Publications & Resources
Beyond Summative Evaluation: The Instructional Quality Assessment as a Professional Development Tool
Amy C. Crosson, Melissa Boston, Allison Levison, Lindsay Clare Matsumura, Lauren B. Resnick, Mikyung Kim Wolf, and Brian W. Junker
In order to improve students’ opportunities to learn, educators need tools that can assist them to reflect on and analyze their own and others’ teaching practice. Many available observation tools and protocols for studying student work are inadequate because they do not directly engage educators in core issues about rigorous content and pedagogy. In this conceptual paper, we argue that the Instructional Quality Assessment (IQA)—a formal toolkit for rating instructional quality that is based primarily on classroom observations and student assignments—has strong potential to support professional development within schools at multiple levels.

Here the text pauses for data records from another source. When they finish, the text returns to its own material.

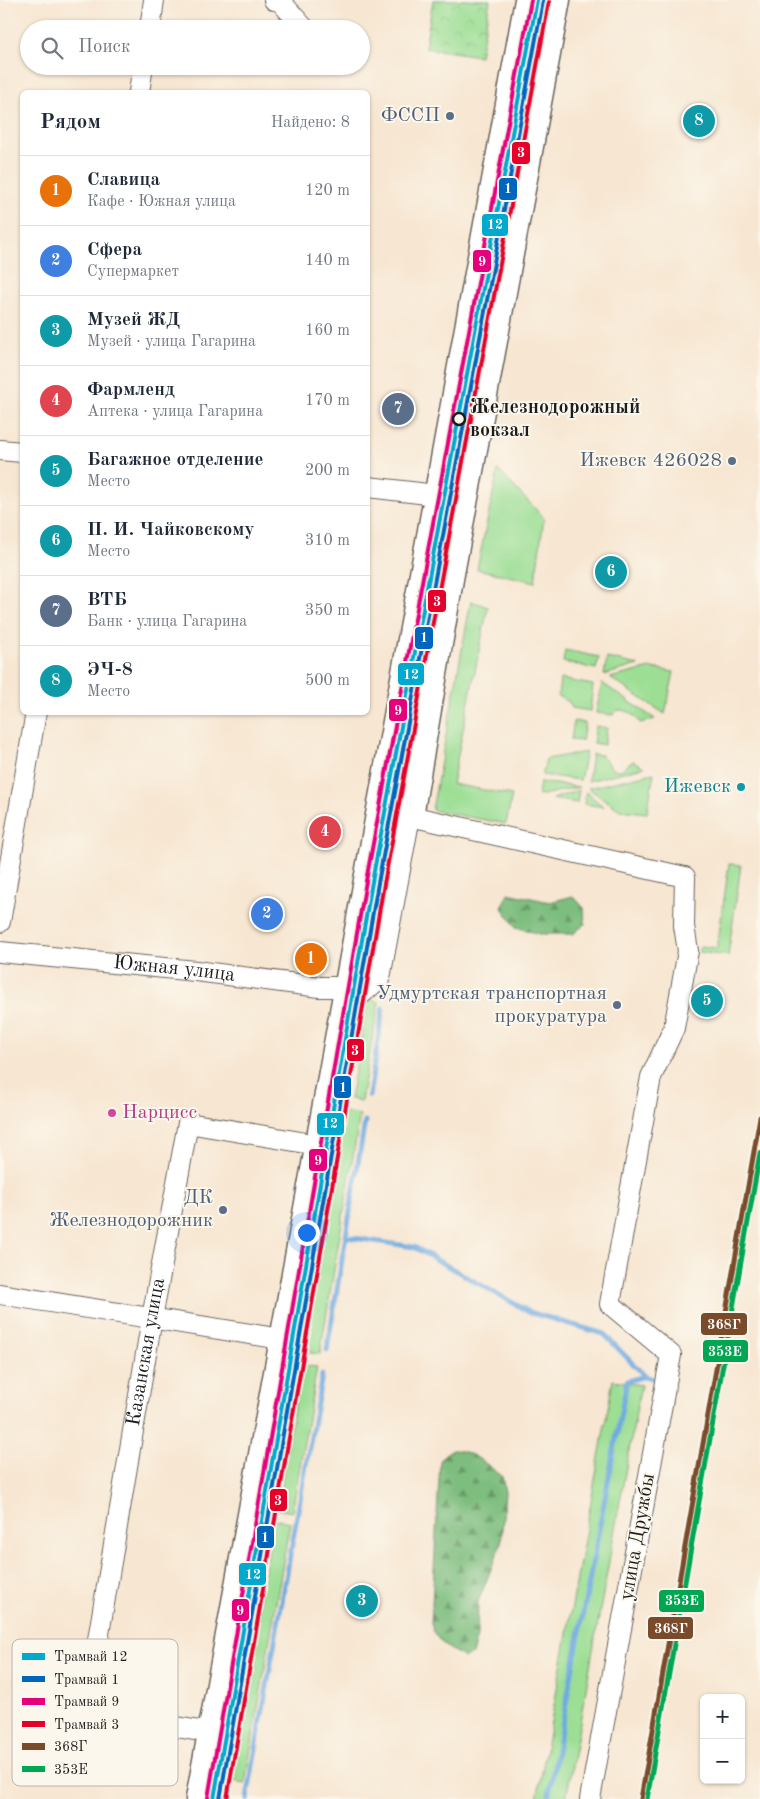 <!DOCTYPE html>
<html lang="ru">
<head>
<meta charset="utf-8">
<style>
  body { margin:0; font-family:"Old Standard TT",serif; background:#f2f2f3; color:#1f2937 }
  .controls { position:absolute; right:15px; bottom:15px; display:grid; overflow:hidden; border-radius:8px; box-shadow:0 1px 4px #0004 }
  .controls button { width:45px; height:45px; display:grid; place-items:center; padding:0; border:0; border-bottom:1px solid #e0e1e3; background:#fff; color:#1f2937; font:25px sans-serif }
  .you { position:absolute; left:306px; top:1232px; width:18px; height:18px; margin:-12px; border:4px solid #fff; border-radius:50%; background:#1a73e8; box-shadow:0 0 0 8px #1a73e833 }
  .badge { display:grid; place-items:center; width:32px; height:32px; border-radius:50%; background:#ea580c; color:#fff; font-size:16px; font-weight:700 }
  .pin { position:absolute; translate:-50% -50%; border:2px solid #fff; box-shadow:0 1px 5px #0006 }
  .list { margin:0; padding:0; list-style:none }
  h2 { display:flex; justify-content:space-between; align-items:center; height:65px; margin:0; padding:0 20px; font-size:21px }
  h2 small { font-size:16px; font-weight:400; color:#747a83 }
  .list li { display:grid; grid-template-columns:32px 1fr auto; gap:15px; align-items:center; box-sizing:border-box; height:70px; padding:0 20px; border-top:1px solid #e0e1e3 }
  .list b { display:block; font-size:19px; white-space:nowrap }
  .list p { margin:0; font-size:16px; white-space:nowrap; color:#747a83 }
  .list em { font-size:16px; font-style:normal; color:#747a83 }
  .icon { flex:none; width:28px; height:28px; fill:none; stroke:currentColor; stroke-width:2; stroke-linecap:round; stroke-linejoin:round }
  .map { position:relative; flex:none; width:760px; height:1799px; overflow:hidden }
  .search { position:absolute; background:#fff; box-shadow:0 1px 4px #0004; left:20px; top:20px; width:350px; height:55px; display:flex; align-items:center; gap:12px; box-sizing:border-box; padding:0 18px; border-radius:28px; color:#747a83; font-size:19px }
  .panel { position:absolute; background:#fff; box-shadow:0 1px 4px #0004; left:20px; top:90px; width:350px; height:625px; border-radius:8px }
  .map>svg:first-child { display:block }
</style>
</head>
<body>
<div class="map">
<svg width="760" height="1799" viewBox="0 0 760 1799">
  <defs>
    <pattern id="forest-firs" width="22" height="20" patternUnits="userSpaceOnUse" patternTransform="scale(1.25)"><rect width="22" height="20" fill="#7dbd7e"/><path d="M5 1l3.5 6h-7zM16 11l3.5 6h-7z" fill="#696"/></pattern>
    <pattern id="park-crowns" width="20" height="18" patternUnits="userSpaceOnUse" patternTransform="scale(1.25)"><rect width="20" height="18" fill="#9cde94"/><path d="M2 6a3 3 0 1 1 6 0M12 15a3 3 0 1 1 6 0" fill="none" stroke="#86be7f"/></pattern>
  </defs>
  <rect width="100%" height="100%" fill="#fbf7ec"/>
  <filter id="ink" filterUnits="userSpaceOnUse"><feTurbulence type="fractalNoise" baseFrequency=".02" numOctaves="2"/><feDisplacementMap in="SourceGraphic" scale="10" xChannelSelector="R" yChannelSelector="G"/><feConvolveMatrix kernelMatrix="1 2 1 2 8 2 1 2 1" color-interpolation-filters="sRGB"/></filter>
  <filter id="wash" filterUnits="userSpaceOnUse"><feTurbulence type="fractalNoise" baseFrequency=".0096" numOctaves="4" result="noise"/><feDisplacementMap in="SourceGraphic" scale="20" xChannelSelector="R" yChannelSelector="G"/><feGaussianBlur stdDeviation="1.12" result="paint"/><feColorMatrix in="noise" values="0 0 0 0 0 0 0 0 0 0 0 0 0 0 0 0 0 1.4 0 .05"/><feComposite in="paint" operator="in"/></filter>
  <g filter="url(#wash)">
    <rect width="100%" height="100%" fill="#f7e6d1"/>
    <path fill="#9cde94" stroke="#5c7d58" d="M498,470L544,518L535,582L477,569Z
      M471,601L488,607L452,784L512,795L506,824L432,810Z
      M565,650L599,657L596,669L563,662Z
      M607,658L638,665L604,675Z
      M651,668L674,672L665,714L610,678Z
      M560,679L593,685L590,711L572,708L569,702L558,696Z
      M602,683L655,719L640,723C634,714 629,710 618,710L613,715L596,713Z
      M574,721L585,723L582,741L571,740Z
      M596,726L607,728L604,745L593,743Z
      M586,752L580,780L542,775L546,759Z
      M592,754L602,755L612,769L621,770L633,761L644,767L588,781Z
      M654,773L647,813L620,810L588,788Z
      M540,782L579,787L538,796Z
      M579,790L577,803L552,799Z
      M586,792L604,807L584,804Z
      M729,864L741,865L728,956L699,952L700,946L717,948Z
      M368,999L379,1002L361,1101L350,1099Z
      M344,1112L360,1115L320,1354L304,1352Z
      M301,1365L317,1367L292,1512L277,1509Z
      M613,1380L641,1385L566,1799H537Z
      M274,1519L290,1522L245,1783L228,1780Z"/>
    <path fill="url(#forest-firs)" stroke="#4c6c4d" d="M508,893L550,902L573,896L584,908L585,924L573,934H539L516,927L502,908Z
      M452,1450C472,1450 487,1465 502,1476L505,1492L501,1544L478,1602L477,1636L472,1654L465,1658C449,1649 435,1642 431,1623L440,1461L445,1454Z"/>
    <path fill="url(#park-crowns)" stroke="#5c7d58" d="M433,0H490L480,56L425,48Z"/>
    <g fill="none" stroke-linecap="round" stroke-linejoin="round">
      <path stroke="#70aae0" stroke-width="5" d="M369,1096L383,1008
        M347,1237L414,1247L529,1312L604,1334L645,1376
        M327,1350L365,1121
        M247,1799L322,1375
        M548,1799L627,1381L645,1376L657,1380"/>
    </g>
  </g>
  <g filter="url(#ink)">
    <g fill="none" stroke-linecap="round" stroke-linejoin="round">
      <g stroke="#69635b" stroke-width="22">
        <g id="minor">
          <path d="M274,0L280,1L305,29"/>
          <path d="M150,29L154,0"/>
          <path d="M139,92L143,66"/>
          <path d="M0,450L22,452"/>
          <path d="M368,487L436,495"/>
          <path d="M0,922L36,712"/>
          <path id="s1" d="M0,952L196,971L320,987H347"/>
          <path d="M343,1010L380,978L410,816L685,877L684,926L688,951L674,1028L651,1077L610,1304L671,1355L590,1799"/>
          <path d="M0,1294L282,1339"/>
          <path id="s2" d="M211,1733L86,1711L152,1318L188,1123L318,1145"/>
        </g>
      </g>
      <g stroke="#69635b" stroke-width="29">
        <path id="major" d="M373,881L410,816L450,579L557,0
          M199,1799L528,0"/>
      </g>
      <use href="#minor" stroke="#fff" stroke-width="20"/>
      <use href="#major" stroke="#fff" stroke-width="26"/>
      <g stroke="#fbf7ec" stroke-width="9">
        <path id="rail-1" d="M641,1799L760,1117"/>
      </g>
      <g stroke="#fbf7ec" stroke-width="9">
        <path id="rail-2" d="M647,1799L760,1153"/>
      </g>
      <use href="#rail-1" stroke="#7a4b2a" stroke-width="5"/>
      <use href="#rail-2" stroke="#00a651" stroke-width="5"/>
      <g stroke="#fbf7ec" stroke-width="8">
        <path id="tram-1" d="M214,1799L372,882L537,0"/>
      </g>
      <g stroke="#fbf7ec" stroke-width="8">
        <path id="tram-2" d="M220,1799L378,883L543,1"/>
      </g>
      <g stroke="#fbf7ec" stroke-width="8">
        <path id="tram-3" d="M208,1798L366,881L531,0"/>
      </g>
      <g stroke="#fbf7ec" stroke-width="8">
        <path id="tram-4" d="M227,1799L384,884L549,2"/>
      </g>
      <use href="#tram-1" stroke="#00a9ce" stroke-width="4"/>
      <use href="#tram-2" stroke="#0065bd" stroke-width="4"/>
      <use href="#tram-3" stroke="#e5007d" stroke-width="4"/>
      <use href="#tram-4" stroke="#e4002b" stroke-width="4"/>
    </g>
  </g>
  <g fill="#5c6f8a" stroke="#fbf7ec" stroke-width="2">
    <circle cx="450" cy="116" r="5"/>
    <circle cx="732" cy="461" r="5"/>
    <circle cx="617" cy="1005" r="5"/>
    <circle cx="223" cy="1210" r="5"/>
  </g>
  <circle fill="#fbf7ec" stroke="#1c1c1c" stroke-width="2.5" cx="459" cy="419" r="6"/>
  <circle fill="#0f9aa8" stroke="#fbf7ec" stroke-width="2" cx="741" cy="787" r="5"/>
  <circle fill="#d1479c" stroke="#fbf7ec" stroke-width="2" cx="112" cy="1113" r="5"/>
  <g text-anchor="middle" dominant-baseline="central" stroke-width="4" stroke-linejoin="round" paint-order="stroke">
    <g font-size="20" fill="#4e5e75" stroke="#fbf7ec" text-anchor="end">
      <text x="440" y="116">ФССП</text>
      <text x="722" y="461">Ижевск 426028</text>
      <text x="607" y="994">Удмуртская транспортная<tspan x="607" dy="23">прокуратура</tspan></text>
      <text x="213" y="1198">ДК<tspan x="213" dy="23">Железнодорожник</tspan></text>
    </g>
    <g font-size="20" font-weight="bold" fill="#1c1c1c" stroke="#fbf7ec" text-anchor="start">
      <text x="470" y="408">Железнодорожный<tspan x="470" dy="23">вокзал</tspan></text>
    </g>
    <g font-size="20" fill="#0d838f" stroke="#fbf7ec" text-anchor="end">
      <text x="731" y="787">Ижевск</text>
    </g>
    <g font-size="20" fill="#1c1c1c" stroke="#fbf7ec">
      <text stroke="none"><textPath href="#s1" startOffset="175">Южная улица</textPath></text>
      <text stroke="none"><textPath href="#s2" startOffset="491">Казанская улица</textPath></text>
      <text transform="translate(638 1537) rotate(-80)">улица Дружбы</text>
    </g>
    <g font-size="20" fill="#b23c85" stroke="#fbf7ec" text-anchor="start">
      <text x="122" y="1113">Нарцисс</text>
    </g>
  </g>
  <rect x="12" y="1639" width="166" height="147" rx="8" fill="#fbf7ec" stroke="#b8b5ae" stroke-width="1"/>
  <rect x="22" y="1653" width="23" height="7" fill="#00a9ce"/>
  <rect x="22" y="1676" width="23" height="6" fill="#0065bd"/>
  <rect x="22" y="1698" width="23" height="7" fill="#e5007d"/>
  <rect x="22" y="1721" width="23" height="6" fill="#e4002b"/>
  <rect x="22" y="1743" width="23" height="7" fill="#7a4b2a"/>
  <rect x="22" y="1766" width="23" height="6" fill="#00a651"/>
  <g font-size="14" fill="#1c1c1c">
    <text x="54" y="1661">Трамвай 12</text>
    <text x="54" y="1684">Трамвай 1</text>
    <text x="54" y="1706">Трамвай 9</text>
    <text x="54" y="1729">Трамвай 3</text>
    <text x="54" y="1751">368Г</text>
    <text x="54" y="1774">353Е</text>
  </g>
  <g stroke="#fbf7ec" stroke-width="2">
    <rect x="511" y="141" width="20" height="24" rx="5" fill="#e4002b"/>
    <rect x="498" y="177" width="20" height="24" rx="5" fill="#0065bd"/>
    <rect x="481" y="213" width="28" height="24" rx="5" fill="#00a9ce"/>
    <rect x="472" y="249" width="20" height="24" rx="5" fill="#e5007d"/>
    <rect x="427" y="589" width="20" height="24" rx="5" fill="#e4002b"/>
    <rect x="414" y="626" width="20" height="24" rx="5" fill="#0065bd"/>
    <rect x="397" y="662" width="28" height="24" rx="5" fill="#00a9ce"/>
    <rect x="388" y="698" width="20" height="24" rx="5" fill="#e5007d"/>
    <rect x="346" y="1038" width="19" height="24" rx="5" fill="#e4002b"/>
    <rect x="333" y="1075" width="19" height="24" rx="5" fill="#0065bd"/>
    <rect x="316" y="1112" width="29" height="24" rx="5" fill="#00a9ce"/>
    <rect x="308" y="1148" width="20" height="24" rx="5" fill="#e5007d"/>
    <rect x="700" y="1312" width="48" height="24" rx="5" fill="#7a4b2a"/>
    <rect x="702" y="1339" width="47" height="24" rx="5" fill="#00a651"/>
    <rect x="269" y="1488" width="19" height="24" rx="5" fill="#e4002b"/>
    <rect x="256" y="1525" width="19" height="24" rx="5" fill="#0065bd"/>
    <rect x="238" y="1562" width="29" height="24" rx="5" fill="#00a9ce"/>
    <rect x="658" y="1589" width="47" height="24" rx="5" fill="#00a651"/>
    <rect x="231" y="1598" width="19" height="24" rx="5" fill="#e5007d"/>
    <rect x="647" y="1616" width="47" height="24" rx="5" fill="#7a4b2a"/>
  </g>
  <g font-size="14" text-anchor="middle" font-weight="bold" fill="#fff">
    <text x="521" y="157">3</text>
    <text x="508" y="193">1</text>
    <text x="495" y="229">12</text>
    <text x="482" y="266">9</text>
    <text x="437" y="606">3</text>
    <text x="424" y="642">1</text>
    <text x="411" y="679">12</text>
    <text x="398" y="715">9</text>
    <text x="355" y="1055">3</text>
    <text x="343" y="1092">1</text>
    <text x="330" y="1128">12</text>
    <text x="318" y="1165">9</text>
    <text x="724" y="1329">368Г</text>
    <text x="725" y="1356">353Е</text>
    <text x="278" y="1505">3</text>
    <text x="265" y="1542">1</text>
    <text x="253" y="1579">12</text>
    <text x="682" y="1605">353Е</text>
    <text x="240" y="1615">9</text>
    <text x="671" y="1633">368Г</text>
  </g>
</svg>
<div class="controls">
<button>+</button>
<button>−</button>
</div>
<div class="you"></div>
<div class="pin badge" style="left:311px;top:959px;background:#e8710a">1</div>
<div class="pin badge" style="left:267px;top:914px;background:#3f7fe0">2</div>
<div class="pin badge" style="left:362px;top:1601px;background:#0f9aa8">3</div>
<div class="pin badge" style="left:325px;top:832px;background:#e0444e">4</div>
<div class="pin badge" style="left:707px;top:1001px;background:#0f9aa8">5</div>
<div class="pin badge" style="left:611px;top:572px;background:#0f9aa8">6</div>
<div class="pin badge" style="left:398px;top:409px;background:#5c6f8a">7</div>
<div class="pin badge" style="left:699px;top:121px;background:#0f9aa8">8</div>
<div class="search"><svg class="icon" aria-label="search" viewBox="0 0 24 24"><circle cx="10" cy="10" r="6"/><path d="M15 15l6 6"/></svg>Поиск</div>
<section class="panel">
<h2>Рядом<small>Найдено: 8</small></h2>
<ul class="list">
<li><span class="badge" style="background:#e8710a">1</span><div><b>Славица</b><p>Кафе · Южная улица</p></div><em>120 m</em></li>
<li><span class="badge" style="background:#3f7fe0">2</span><div><b>Сфера</b><p>Супермаркет</p></div><em>140 m</em></li>
<li><span class="badge" style="background:#0f9aa8">3</span><div><b>Музей ЖД</b><p>Музей · улица Гагарина</p></div><em>160 m</em></li>
<li><span class="badge" style="background:#e0444e">4</span><div><b>Фармленд</b><p>Аптека · улица Гагарина</p></div><em>170 m</em></li>
<li><span class="badge" style="background:#0f9aa8">5</span><div><b>Багажное отделение</b><p>Место</p></div><em>200 m</em></li>
<li><span class="badge" style="background:#0f9aa8">6</span><div><b>П. И. Чайковскому</b><p>Место</p></div><em>310 m</em></li>
<li><span class="badge" style="background:#5c6f8a">7</span><div><b>ВТБ</b><p>Банк · улица Гагарина</p></div><em>350 m</em></li>
<li><span class="badge" style="background:#0f9aa8">8</span><div><b>ЭЧ-8</b><p>Место</p></div><em>500 m</em></li>
</ul>
</section>
</div>
</body>
</html>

We argue that the IQA could be useful to teachers for analyzing their own and their colleagues’ practice; additionally, the IQA could aid the efforts of principals in their work as instructional leaders, identifying effective practitioners to help lead professional development within a school and targeting professional development needs that would require external support. Although the IQA was designed for summative, external evaluation, we argue that the steps taken to improve the reliability of the instrument—particularly the efforts to make the rubric descriptors for gradations of instructional quality as transparent as possible—also serve to make the tool a resource for professional growth among educators.
Crosson, A. C., Boston, M., Levison, A., Matsumura, L. C., Resnick, L. B., Wolf, M. K., & Junker, B. W. (2006). Beyond summative evaluation: The instructional quality assessment as a professional development tool (CSE Report 691). Los Angeles: University of California, Los Angeles, National Center for Research on Evaluation, Standards, and Student Testing (CRESST).